In January 2012 Carolyn Woo took the helm of Catholic Relief Services, the international development arm of the Catholic Church in the United States.

A native of Hong Kong, Woo served as the dean of the Mendoza College of Business at the University of Notre Dame for 15 years before taking the position. She was recently in Atlanta and talked with The Georgia Bulletin about her faith life growing up, why foreign aid is important and how folks can help the mission of Catholic Relief Services.

What is a memory of your faith life you treasure from growing up?

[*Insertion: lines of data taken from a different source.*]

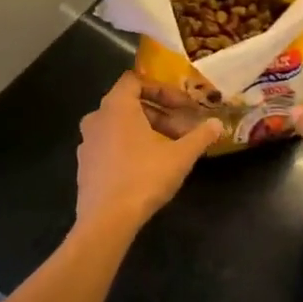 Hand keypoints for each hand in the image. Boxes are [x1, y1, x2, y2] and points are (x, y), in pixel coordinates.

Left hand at [76, 72, 222, 232]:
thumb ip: (200, 136)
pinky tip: (147, 167)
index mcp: (116, 106)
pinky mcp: (84, 164)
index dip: (161, 89)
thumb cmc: (143, 178)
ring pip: (119, 125)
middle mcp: (96, 118)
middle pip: (130, 104)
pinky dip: (129, 146)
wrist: (106, 221)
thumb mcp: (180, 156)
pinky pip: (109, 144)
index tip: (182, 105)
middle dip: (159, 113)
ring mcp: (87, 142)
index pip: (135, 81)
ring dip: (145, 131)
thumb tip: (217, 124)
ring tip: (169, 149)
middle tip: (182, 130) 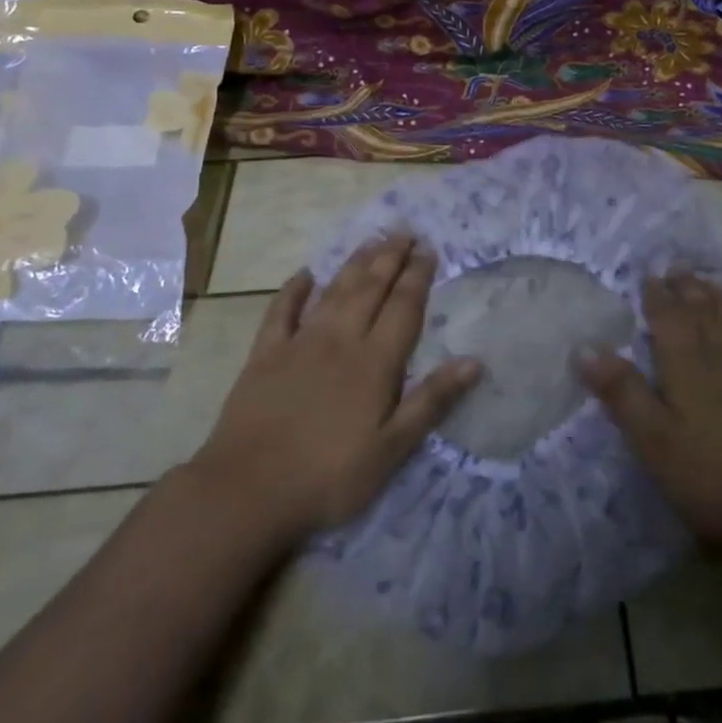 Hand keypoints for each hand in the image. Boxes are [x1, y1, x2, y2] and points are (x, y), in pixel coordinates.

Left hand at [193, 233, 478, 546]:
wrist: (247, 491)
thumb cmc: (329, 477)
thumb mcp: (392, 449)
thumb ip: (431, 401)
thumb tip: (474, 361)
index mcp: (375, 362)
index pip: (403, 308)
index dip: (417, 276)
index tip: (428, 249)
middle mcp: (340, 341)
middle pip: (370, 289)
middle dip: (390, 258)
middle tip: (405, 231)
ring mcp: (299, 344)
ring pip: (333, 292)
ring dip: (354, 264)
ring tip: (371, 240)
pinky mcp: (265, 356)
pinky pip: (281, 312)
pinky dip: (293, 291)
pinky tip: (303, 275)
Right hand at [575, 272, 721, 557]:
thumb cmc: (720, 477)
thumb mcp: (656, 443)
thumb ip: (622, 393)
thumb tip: (584, 346)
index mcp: (687, 364)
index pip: (667, 317)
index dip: (656, 295)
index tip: (648, 273)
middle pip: (702, 311)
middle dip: (686, 288)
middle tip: (676, 267)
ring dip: (718, 299)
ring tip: (707, 284) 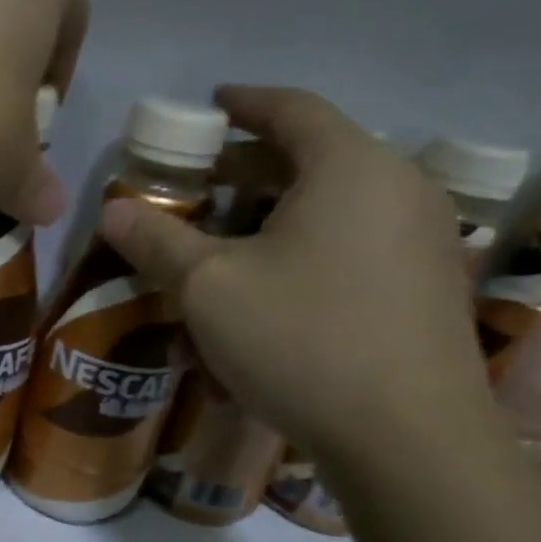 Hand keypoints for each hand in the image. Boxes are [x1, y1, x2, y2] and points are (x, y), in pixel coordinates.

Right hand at [101, 86, 497, 466]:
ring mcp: (424, 241)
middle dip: (251, 167)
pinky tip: (272, 297)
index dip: (245, 103)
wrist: (409, 439)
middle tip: (202, 182)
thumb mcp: (208, 287)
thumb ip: (157, 241)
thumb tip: (113, 210)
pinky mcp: (427, 289)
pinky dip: (308, 252)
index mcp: (350, 168)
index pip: (293, 109)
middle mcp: (399, 190)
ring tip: (228, 244)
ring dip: (276, 216)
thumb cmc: (301, 339)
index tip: (212, 104)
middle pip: (315, 157)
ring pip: (335, 208)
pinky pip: (356, 248) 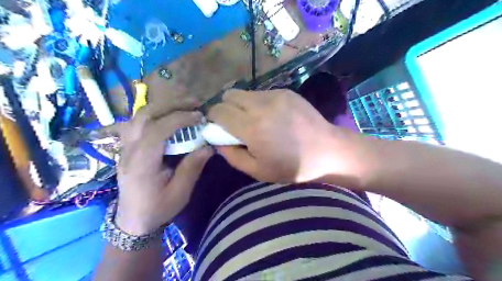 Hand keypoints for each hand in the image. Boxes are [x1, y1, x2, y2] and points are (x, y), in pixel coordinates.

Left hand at [115, 103, 211, 234]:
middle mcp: (129, 150)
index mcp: (142, 163)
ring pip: (139, 116)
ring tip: (183, 106)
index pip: (158, 130)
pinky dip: (154, 114)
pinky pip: (138, 122)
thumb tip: (208, 146)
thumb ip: (192, 167)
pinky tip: (167, 116)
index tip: (199, 116)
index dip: (180, 118)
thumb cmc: (158, 208)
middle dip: (171, 104)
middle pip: (145, 115)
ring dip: (162, 106)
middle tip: (194, 102)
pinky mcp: (127, 147)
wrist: (132, 221)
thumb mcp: (180, 192)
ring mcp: (125, 147)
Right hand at [209, 88, 367, 183]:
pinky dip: (257, 104)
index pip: (218, 111)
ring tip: (255, 121)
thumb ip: (231, 155)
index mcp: (252, 127)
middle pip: (228, 95)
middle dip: (226, 109)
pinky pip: (261, 93)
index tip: (219, 129)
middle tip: (236, 125)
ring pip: (244, 93)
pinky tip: (271, 117)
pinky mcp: (286, 92)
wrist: (327, 151)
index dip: (213, 119)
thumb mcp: (257, 171)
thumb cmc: (292, 167)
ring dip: (242, 105)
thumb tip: (217, 140)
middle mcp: (261, 105)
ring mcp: (275, 95)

I was born and raised in Hong Kong. My parents were Chinese from mainland China. My father was a baptized Catholic who never practiced. After the children came along, I was fifth of six, he did two things: He made sure we were all baptized as infants. And the second one was that he made sure we would go to church on Sunday, but he never went with us. My faith life was not developed at home, but it was developed at school. I was educated by missionary sisters. They were Maryknoll sisters, and they were just incredible. And there is not a week that goes by now when I am not exchanging emails either with a Maryknoll sister, or one of my Maryknoll classmates.

My faith life really developed around the ages of 15 to 18. By then, we knew the Maryknoll sisters so well, there was just a sense that God must be real because otherwise what they chose to do would be pretty bizarre. All of them left home, they left the U.S., and they would go out to the world where there would be difficulties, dangers. They just left a life behind to serve people they don’t know. I got a sense of how real God is to these sisters and therefore how real God is from the nuns. They clearly taught very well, but they also had a sense of joy, a sense of can-do, and true love for the people.

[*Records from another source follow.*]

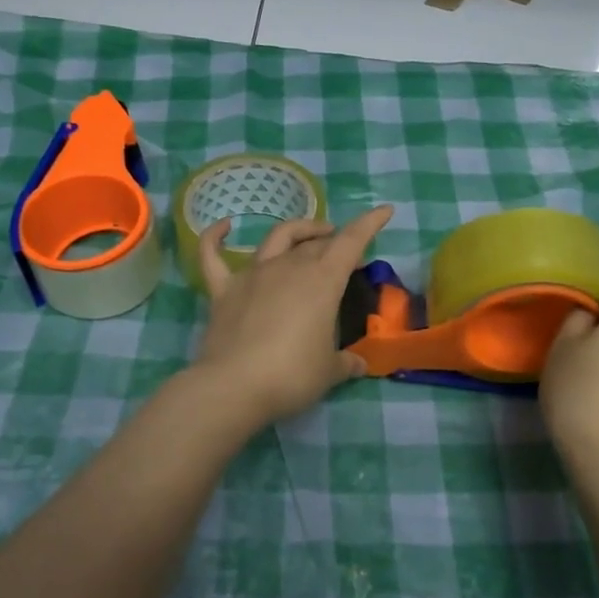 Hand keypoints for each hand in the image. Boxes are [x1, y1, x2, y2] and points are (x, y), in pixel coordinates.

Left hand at [193, 204, 394, 425]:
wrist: (234, 386)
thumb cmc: (292, 375)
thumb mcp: (329, 372)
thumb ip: (346, 362)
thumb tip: (359, 364)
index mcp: (322, 281)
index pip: (351, 242)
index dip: (369, 224)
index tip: (384, 211)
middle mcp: (288, 267)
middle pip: (316, 243)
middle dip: (335, 241)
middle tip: (347, 256)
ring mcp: (252, 275)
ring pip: (277, 238)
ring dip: (298, 230)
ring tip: (311, 235)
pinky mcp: (223, 289)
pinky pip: (214, 254)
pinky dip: (217, 236)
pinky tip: (224, 226) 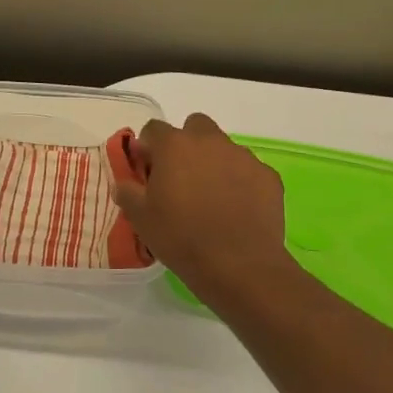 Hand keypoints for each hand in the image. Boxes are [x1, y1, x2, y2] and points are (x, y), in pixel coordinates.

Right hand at [112, 113, 292, 296]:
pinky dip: (241, 182)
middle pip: (195, 126)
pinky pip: (248, 171)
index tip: (148, 171)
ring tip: (212, 198)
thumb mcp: (141, 218)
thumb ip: (128, 193)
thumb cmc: (181, 238)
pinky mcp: (268, 176)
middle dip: (187, 144)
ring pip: (224, 148)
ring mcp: (243, 157)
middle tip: (181, 176)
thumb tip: (124, 184)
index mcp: (174, 146)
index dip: (148, 147)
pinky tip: (237, 209)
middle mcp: (210, 142)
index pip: (154, 129)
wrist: (239, 265)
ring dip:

What brought you to the United States and what kept you here?

Number one, the Maryknoll sisters had prepared us so well, I felt very comfortable in English to attend college. Number two, I had watched a lot of Western television, a lot of the shows of the 1960s and felt really drawn to Western culture and third, I felt Chinese women did not have much independence. They were highly dependent on their husbands, without a lot of respect. From the time I was very young, I knew I wanted an education because I didn’t want to be dependent.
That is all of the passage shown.